Configure the secret once on the client; `client.webhooks.parse` handles both
cleartext **and** AES-256-CBC encrypted payloads — the SDK auto-detects from
the headers:

```python
client = EupagoClient(
    api_key="…",
    webhook_secret="…",   # the channel's "Chave Criptográfica"
)

# v2.0 — POST with HMAC signature; decrypts automatically if the channel encrypts
event = client.webhooks.parse(body=request.body, headers=request.headers)

# v1.0 — legacy GET query string
event = client.webhooks.parse(query_params=dict(request.query_params))
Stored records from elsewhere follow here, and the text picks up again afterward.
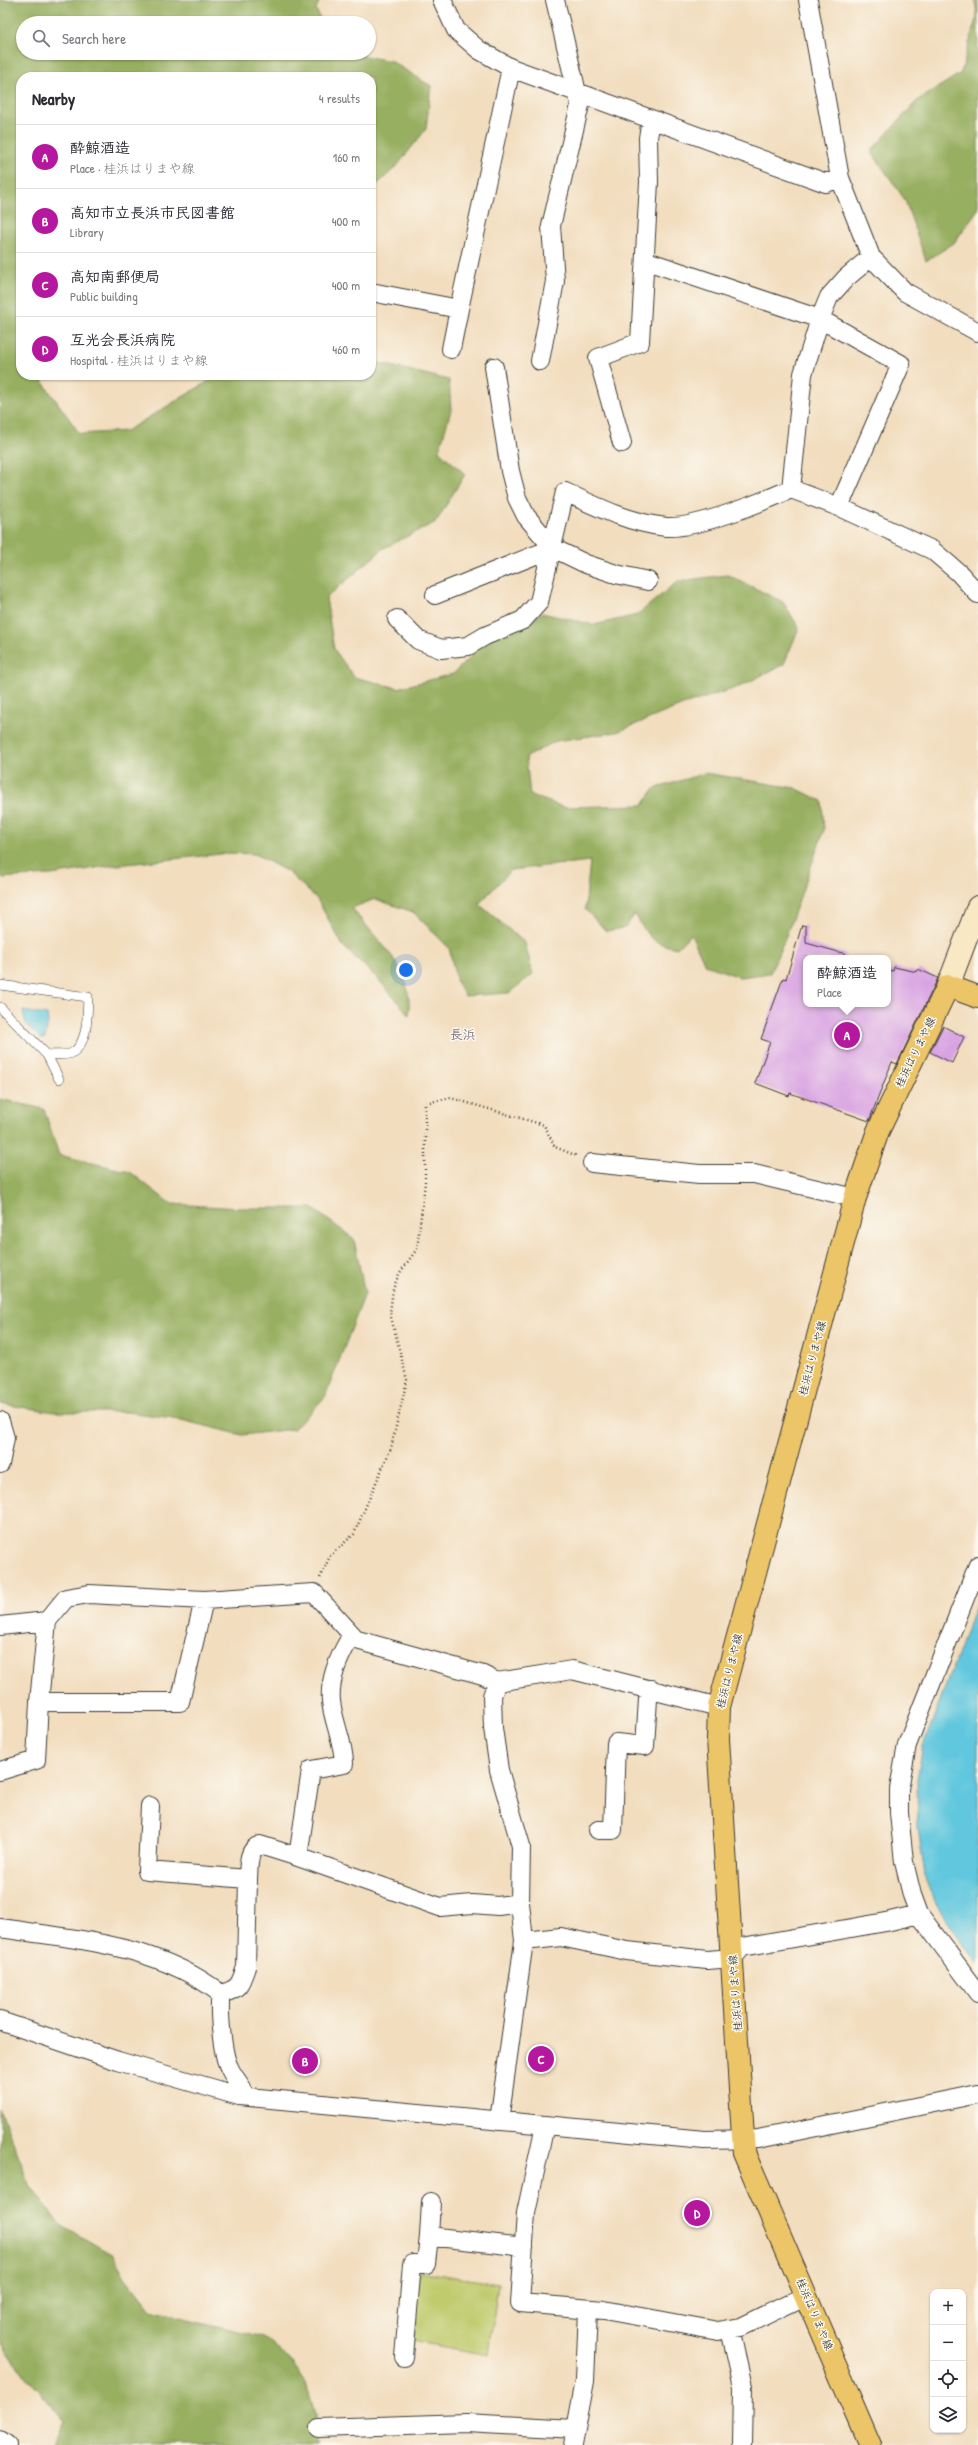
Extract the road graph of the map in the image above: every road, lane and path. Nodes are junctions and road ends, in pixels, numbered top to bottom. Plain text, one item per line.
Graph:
1 (442, 0) edge
2 (555, 0) edge
3 (808, 0) edge
4 (511, 68) junction
5 (577, 92) junction
6 (651, 119) junction
7 (840, 178) junction
8 (871, 257) junction
9 (645, 263) junction
10 (376, 293) edge
11 (459, 309) junction
12 (820, 319) junction
13 (978, 332) edge
14 (451, 349) dead end
15 (540, 361) dead end
16 (494, 367) dead end
17 (622, 443) dead end
18 (791, 489) junction
19 (839, 508) junction
20 (553, 548) junction
21 (648, 581) dead end
22 (978, 594) edge
23 (435, 595) dead end
24 (397, 619) dead end
25 (978, 907) edge
26 (0, 985) edge
27 (948, 986) junction
28 (978, 997) edge
29 (0, 1007) edge
30 (47, 1055) junction
31 (58, 1079) dead end
32 (592, 1163) joint
33 (855, 1198) junction
34 (0, 1421) edge
35 (0, 1464) edge
36 (978, 1564) edge
37 (314, 1593) junction
38 (204, 1600) junction
39 (47, 1621) junction
40 (0, 1626) edge
41 (357, 1640) junction
42 (497, 1682) junction
43 (652, 1689) junction
44 (39, 1702) junction
45 (719, 1707) junction
46 (0, 1771) edge
47 (150, 1806) dead end
48 (598, 1830) dead end
49 (298, 1857) junction
50 (248, 1879) junction
51 (520, 1903) junction
52 (919, 1914) junction
53 (0, 1928) edge
54 (524, 1941) junction
55 (733, 1958) junction
56 (978, 1993) edge
57 (220, 1994) junction
58 (0, 2021) edge
59 (978, 2094) edge
60 (239, 2096) junction
61 (499, 2121) junction
62 (545, 2125) junction
63 (743, 2140) junction
64 (431, 2202) dead end
65 (429, 2236) junction
66 (524, 2248) junction
67 (807, 2295) junction
68 (588, 2310) junction
69 (730, 2329) junction
70 (404, 2357) dead end
71 (319, 2428) dead end
72 (574, 2437) edge
73 (0, 2440) edge
74 (866, 2444) edge
75 (7, 2445) edge
76 (742, 2445) edge

1 - 4 street
2 - 5 street
3 - 7 street
4 - 5 street
4 - 11 street
5 - 6 street
5 - 15 street
6 - 7 street
6 - 9 street
7 - 8 street
8 - 12 street
8 - 13 street
9 - 12 street
9 - 17 street
10 - 11 street
11 - 14 street
12 - 18 street
12 - 19 street
16 - 20 street
18 - 19 street
18 - 20 street
19 - 22 street
20 - 21 street
20 - 23 street
20 - 24 street
25 - 27 main road
26 - 30 lane
27 - 28 main road
27 - 33 main road, 桂浜はりまや線
29 - 30 lane
30 - 31 lane
32 - 33 street
32 - 37 path
33 - 45 main road, 桂浜はりまや線
34 - 35 street
36 - 52 street
37 - 38 street
37 - 41 street
38 - 39 street
38 - 44 street
39 - 40 street
39 - 44 street
41 - 42 street
41 - 49 street
42 - 43 street
42 - 51 street
43 - 45 street
43 - 48 street
44 - 46 street
45 - 55 main road, 桂浜はりまや線
47 - 50 street
49 - 50 street
49 - 51 street
50 - 57 street
51 - 54 street
52 - 55 street
52 - 56 street
53 - 57 street
54 - 55 street
54 - 61 street
55 - 63 main road, 桂浜はりまや線
57 - 60 street
58 - 60 street
59 - 63 street
60 - 61 street
61 - 62 street
62 - 63 street
62 - 66 street
63 - 67 main road, 桂浜はりまや線
64 - 65 street
65 - 66 street
65 - 70 street
66 - 68 street
67 - 69 street
67 - 74 main road, 桂浜はりまや線
68 - 69 street
68 - 72 street
69 - 76 street
71 - 72 street
73 - 75 street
print(event.order_id)   # "ORD-2026-001"
print(event.status)     # PaymentStatus.PAID
print(event.amount)     # Decimal("49.90")
print(event.method)     # "mbway"
```

The module-level `eupago.webhooks.parse_webhook(...)` is still available as
an escape hatch for multi-channel cases that need to pick a secret per call.

## Error Handling

All errors inherit from `EupagoError` with typed subclasses:

```python
from eupago import EupagoClient, AuthenticationError, PaymentError, NetworkError

try:
    payment = client.mbway.create_payment(...)
except AuthenticationError:
    # Invalid API key
    ...
except PaymentError as e:
    print(e.status_code, e.error_code, e.message)
except NetworkError:
    # Timeout, connection refused
    ...
```

## Configuration

```python
client = EupagoClient(
    api_key="xxxx-xxxx-xxxx-xxxx-xxxx",
    webhook_secret="…",     # The channel's Chave Criptográfica (HMAC + AES key)
    sandbox=True,           # Use sandbox environment (default: False)
    timeout=10.0,           # Request timeout in seconds (default: 10)
    max_retries=3,          # Retry failed GET requests (default: 3)
    # OAuth credentials for management endpoints (refunds, transactions)
    client_id="...",
    client_secret="...",
)

# Audit hook — log every API call to your DB / observability stack
client.set_audit_hook(
    lambda request, response, duration_ms: log_api_call(request, response, duration_ms)
)
```

## Why This SDK

- **Fully typed** — `mypy --strict` passes, `py.typed` marker included. Full autocomplete in VS Code and PyCharm.
- **Sync + Async** — one client, no separate packages. httpx powers both.
- **Decimal amounts** — no floating-point surprises with money.
- **Safe retries** — GET requests retry with exponential backoff + jitter. POSTs never retry (no idempotency keys = risk of duplicate payments).
- **PII redaction** — phone, email and NIF are auto-redacted from logs.
- **Webhook verification** — HMAC-SHA256 constant-time signature; AES-256-CBC decryption when the channel encrypts. Both schemes verified against real eupago payloads.
- **Unified vocabulary** — eupago's API has two generations with inconsistent field names (`valor`/`amount`, `chave`/`ApiKey`). The SDK normalizes everything to consistent English.
- **Exception hierarchy** — catch `PaymentError`, `NetworkError`, or `EupagoError`. Each carries `status_code`, `error_code` and `message`.

## Development

```bash
git clone https://github.com/bilouro/eupago-python.git
cd eupago-python
python -m venv .venv && source .venv/bin/activate
pip install -e ".[dev]"
pre-commit install
```

Run checks:

```bash
ruff check .          # lint
ruff format .         # format
mypy src/             # type check (strict)
pytest                # tests with coverage (≥85% enforced)
```

The default `pytest` runs unit tests only. Live integration tests against the
sandbox live under `tests/integration/` — see `tests/integration/infra/README.md`
for the Terraform-managed AWS receiver they need.

## Contributing

PRs are welcome — especially for new payment methods on the roadmap, framework
recipes, docs improvements, or anything that makes the SDK easier to adopt.
See [CONTRIBUTING.md](CONTRIBUTING.md).

## Production use / Consulting

This is a community SDK. If you're integrating it into a production system and
want **prioritised features, custom payment methods, audit support, or hands-on
help with eupago's quirks**, you can reach me at **consulting@bilouro.com** —
happy to help on a paid consulting basis.

For general questions, file an issue.

## Security

Report vulnerabilities privately — see [SECURITY.md](SECURITY.md). Do not open
public issues for security bugs.

## License

[MIT](LICENSE) — use it however you want.